Task - Would you retype all of these records exactly?

Raw data -
====================
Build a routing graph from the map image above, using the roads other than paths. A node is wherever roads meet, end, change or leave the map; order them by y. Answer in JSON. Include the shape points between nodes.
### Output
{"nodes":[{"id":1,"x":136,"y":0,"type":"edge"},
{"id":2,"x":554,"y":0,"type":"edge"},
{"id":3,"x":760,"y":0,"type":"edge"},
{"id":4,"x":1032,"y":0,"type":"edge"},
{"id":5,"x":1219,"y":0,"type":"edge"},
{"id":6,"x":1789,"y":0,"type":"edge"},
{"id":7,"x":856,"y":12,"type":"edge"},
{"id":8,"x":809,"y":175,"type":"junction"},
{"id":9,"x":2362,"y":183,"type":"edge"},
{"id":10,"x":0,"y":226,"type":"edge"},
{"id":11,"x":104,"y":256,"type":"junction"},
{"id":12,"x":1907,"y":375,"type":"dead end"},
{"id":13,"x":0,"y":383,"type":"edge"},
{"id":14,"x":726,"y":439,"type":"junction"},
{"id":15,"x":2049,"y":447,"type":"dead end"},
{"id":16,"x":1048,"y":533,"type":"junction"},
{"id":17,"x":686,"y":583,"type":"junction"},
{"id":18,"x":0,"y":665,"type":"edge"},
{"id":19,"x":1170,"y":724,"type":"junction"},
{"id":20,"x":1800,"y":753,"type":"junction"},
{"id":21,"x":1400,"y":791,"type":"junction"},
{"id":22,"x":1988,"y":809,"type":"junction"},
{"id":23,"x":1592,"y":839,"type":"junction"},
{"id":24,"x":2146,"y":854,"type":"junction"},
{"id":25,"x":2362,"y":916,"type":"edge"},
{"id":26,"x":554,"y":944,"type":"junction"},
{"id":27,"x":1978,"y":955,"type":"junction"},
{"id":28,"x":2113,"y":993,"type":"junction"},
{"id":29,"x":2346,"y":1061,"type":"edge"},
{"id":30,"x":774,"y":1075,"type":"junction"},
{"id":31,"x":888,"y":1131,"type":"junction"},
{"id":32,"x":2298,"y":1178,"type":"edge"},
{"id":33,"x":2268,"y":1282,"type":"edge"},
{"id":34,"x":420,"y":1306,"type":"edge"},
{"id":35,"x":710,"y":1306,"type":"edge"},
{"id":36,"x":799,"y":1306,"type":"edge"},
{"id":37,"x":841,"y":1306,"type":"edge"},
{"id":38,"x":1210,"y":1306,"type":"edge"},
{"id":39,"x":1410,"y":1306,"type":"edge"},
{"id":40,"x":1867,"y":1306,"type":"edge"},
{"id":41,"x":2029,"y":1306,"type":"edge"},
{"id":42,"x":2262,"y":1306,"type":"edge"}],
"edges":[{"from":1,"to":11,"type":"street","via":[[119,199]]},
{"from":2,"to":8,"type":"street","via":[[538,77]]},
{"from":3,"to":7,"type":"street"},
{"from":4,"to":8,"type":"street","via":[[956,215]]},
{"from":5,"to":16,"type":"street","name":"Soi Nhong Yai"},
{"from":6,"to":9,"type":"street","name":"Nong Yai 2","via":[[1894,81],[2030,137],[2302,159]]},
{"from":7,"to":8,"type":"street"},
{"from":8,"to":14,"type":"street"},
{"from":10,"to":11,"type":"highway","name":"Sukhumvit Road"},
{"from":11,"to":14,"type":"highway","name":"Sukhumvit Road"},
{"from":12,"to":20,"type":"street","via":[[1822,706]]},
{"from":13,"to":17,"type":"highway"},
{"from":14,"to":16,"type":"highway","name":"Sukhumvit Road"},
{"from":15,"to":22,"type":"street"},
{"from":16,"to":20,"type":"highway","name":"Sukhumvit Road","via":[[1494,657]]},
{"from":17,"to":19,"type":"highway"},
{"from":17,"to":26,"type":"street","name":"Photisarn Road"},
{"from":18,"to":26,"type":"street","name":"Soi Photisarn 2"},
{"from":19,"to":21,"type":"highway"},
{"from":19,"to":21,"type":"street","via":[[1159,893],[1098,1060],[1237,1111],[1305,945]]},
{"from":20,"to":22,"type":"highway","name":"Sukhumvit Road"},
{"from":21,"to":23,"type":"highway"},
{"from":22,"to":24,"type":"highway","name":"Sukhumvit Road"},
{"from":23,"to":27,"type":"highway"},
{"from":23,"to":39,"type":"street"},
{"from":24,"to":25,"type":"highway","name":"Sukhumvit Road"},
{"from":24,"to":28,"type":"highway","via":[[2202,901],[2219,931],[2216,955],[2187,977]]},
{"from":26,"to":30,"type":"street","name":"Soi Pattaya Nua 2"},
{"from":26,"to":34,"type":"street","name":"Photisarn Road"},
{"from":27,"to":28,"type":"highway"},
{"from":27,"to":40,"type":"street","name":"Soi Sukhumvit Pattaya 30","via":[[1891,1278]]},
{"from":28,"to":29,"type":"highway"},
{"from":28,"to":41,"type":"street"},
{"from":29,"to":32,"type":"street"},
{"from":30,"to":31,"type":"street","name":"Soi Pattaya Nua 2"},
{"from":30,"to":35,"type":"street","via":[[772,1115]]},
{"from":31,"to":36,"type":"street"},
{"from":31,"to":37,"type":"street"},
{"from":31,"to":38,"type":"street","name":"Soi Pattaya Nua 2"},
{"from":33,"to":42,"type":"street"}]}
====================
Result of the task -
Build a routing graph from the map image above, using the roads other than paths. A node is wherever roads meet, end, change or leave the map; order them by y. Answer in JSON. Include the shape points between nodes.
### Output
{"nodes":[{"id":1,"x":136,"y":0,"type":"edge"},
{"id":2,"x":554,"y":0,"type":"edge"},
{"id":3,"x":760,"y":0,"type":"edge"},
{"id":4,"x":1032,"y":0,"type":"edge"},
{"id":5,"x":1219,"y":0,"type":"edge"},
{"id":6,"x":1789,"y":0,"type":"edge"},
{"id":7,"x":856,"y":12,"type":"edge"},
{"id":8,"x":809,"y":175,"type":"junction"},
{"id":9,"x":2362,"y":183,"type":"edge"},
{"id":10,"x":0,"y":226,"type":"edge"},
{"id":11,"x":104,"y":256,"type":"junction"},
{"id":12,"x":1907,"y":375,"type":"dead end"},
{"id":13,"x":0,"y":383,"type":"edge"},
{"id":14,"x":726,"y":439,"type":"junction"},
{"id":15,"x":2049,"y":447,"type":"dead end"},
{"id":16,"x":1048,"y":533,"type":"junction"},
{"id":17,"x":686,"y":583,"type":"junction"},
{"id":18,"x":0,"y":665,"type":"edge"},
{"id":19,"x":1170,"y":724,"type":"junction"},
{"id":20,"x":1800,"y":753,"type":"junction"},
{"id":21,"x":1400,"y":791,"type":"junction"},
{"id":22,"x":1988,"y":809,"type":"junction"},
{"id":23,"x":1592,"y":839,"type":"junction"},
{"id":24,"x":2146,"y":854,"type":"junction"},
{"id":25,"x":2362,"y":916,"type":"edge"},
{"id":26,"x":554,"y":944,"type":"junction"},
{"id":27,"x":1978,"y":955,"type":"junction"},
{"id":28,"x":2113,"y":993,"type":"junction"},
{"id":29,"x":2346,"y":1061,"type":"edge"},
{"id":30,"x":774,"y":1075,"type":"junction"},
{"id":31,"x":888,"y":1131,"type":"junction"},
{"id":32,"x":2298,"y":1178,"type":"edge"},
{"id":33,"x":2268,"y":1282,"type":"edge"},
{"id":34,"x":420,"y":1306,"type":"edge"},
{"id":35,"x":710,"y":1306,"type":"edge"},
{"id":36,"x":799,"y":1306,"type":"edge"},
{"id":37,"x":841,"y":1306,"type":"edge"},
{"id":38,"x":1210,"y":1306,"type":"edge"},
{"id":39,"x":1410,"y":1306,"type":"edge"},
{"id":40,"x":1867,"y":1306,"type":"edge"},
{"id":41,"x":2029,"y":1306,"type":"edge"},
{"id":42,"x":2262,"y":1306,"type":"edge"}],
"edges":[{"from":1,"to":11,"type":"street","via":[[119,199]]},
{"from":2,"to":8,"type":"street","via":[[538,77]]},
{"from":3,"to":7,"type":"street"},
{"from":4,"to":8,"type":"street","via":[[956,215]]},
{"from":5,"to":16,"type":"street","name":"Soi Nhong Yai"},
{"from":6,"to":9,"type":"street","name":"Nong Yai 2","via":[[1894,81],[2030,137],[2302,159]]},
{"from":7,"to":8,"type":"street"},
{"from":8,"to":14,"type":"street"},
{"from":10,"to":11,"type":"highway","name":"Sukhumvit Road"},
{"from":11,"to":14,"type":"highway","name":"Sukhumvit Road"},
{"from":12,"to":20,"type":"street","via":[[1822,706]]},
{"from":13,"to":17,"type":"highway"},
{"from":14,"to":16,"type":"highway","name":"Sukhumvit Road"},
{"from":15,"to":22,"type":"street"},
{"from":16,"to":20,"type":"highway","name":"Sukhumvit Road","via":[[1494,657]]},
{"from":17,"to":19,"type":"highway"},
{"from":17,"to":26,"type":"street","name":"Photisarn Road"},
{"from":18,"to":26,"type":"street","name":"Soi Photisarn 2"},
{"from":19,"to":21,"type":"highway"},
{"from":19,"to":21,"type":"street","via":[[1159,893],[1098,1060],[1237,1111],[1305,945]]},
{"from":20,"to":22,"type":"highway","name":"Sukhumvit Road"},
{"from":21,"to":23,"type":"highway"},
{"from":22,"to":24,"type":"highway","name":"Sukhumvit Road"},
{"from":23,"to":27,"type":"highway"},
{"from":23,"to":39,"type":"street"},
{"from":24,"to":25,"type":"highway","name":"Sukhumvit Road"},
{"from":24,"to":28,"type":"highway","via":[[2202,901],[2219,931],[2216,955],[2187,977]]},
{"from":26,"to":30,"type":"street","name":"Soi Pattaya Nua 2"},
{"from":26,"to":34,"type":"street","name":"Photisarn Road"},
{"from":27,"to":28,"type":"highway"},
{"from":27,"to":40,"type":"street","name":"Soi Sukhumvit Pattaya 30","via":[[1891,1278]]},
{"from":28,"to":29,"type":"highway"},
{"from":28,"to":41,"type":"street"},
{"from":29,"to":32,"type":"street"},
{"from":30,"to":31,"type":"street","name":"Soi Pattaya Nua 2"},
{"from":30,"to":35,"type":"street","via":[[772,1115]]},
{"from":31,"to":36,"type":"street"},
{"from":31,"to":37,"type":"street"},
{"from":31,"to":38,"type":"street","name":"Soi Pattaya Nua 2"},
{"from":33,"to":42,"type":"street"}]}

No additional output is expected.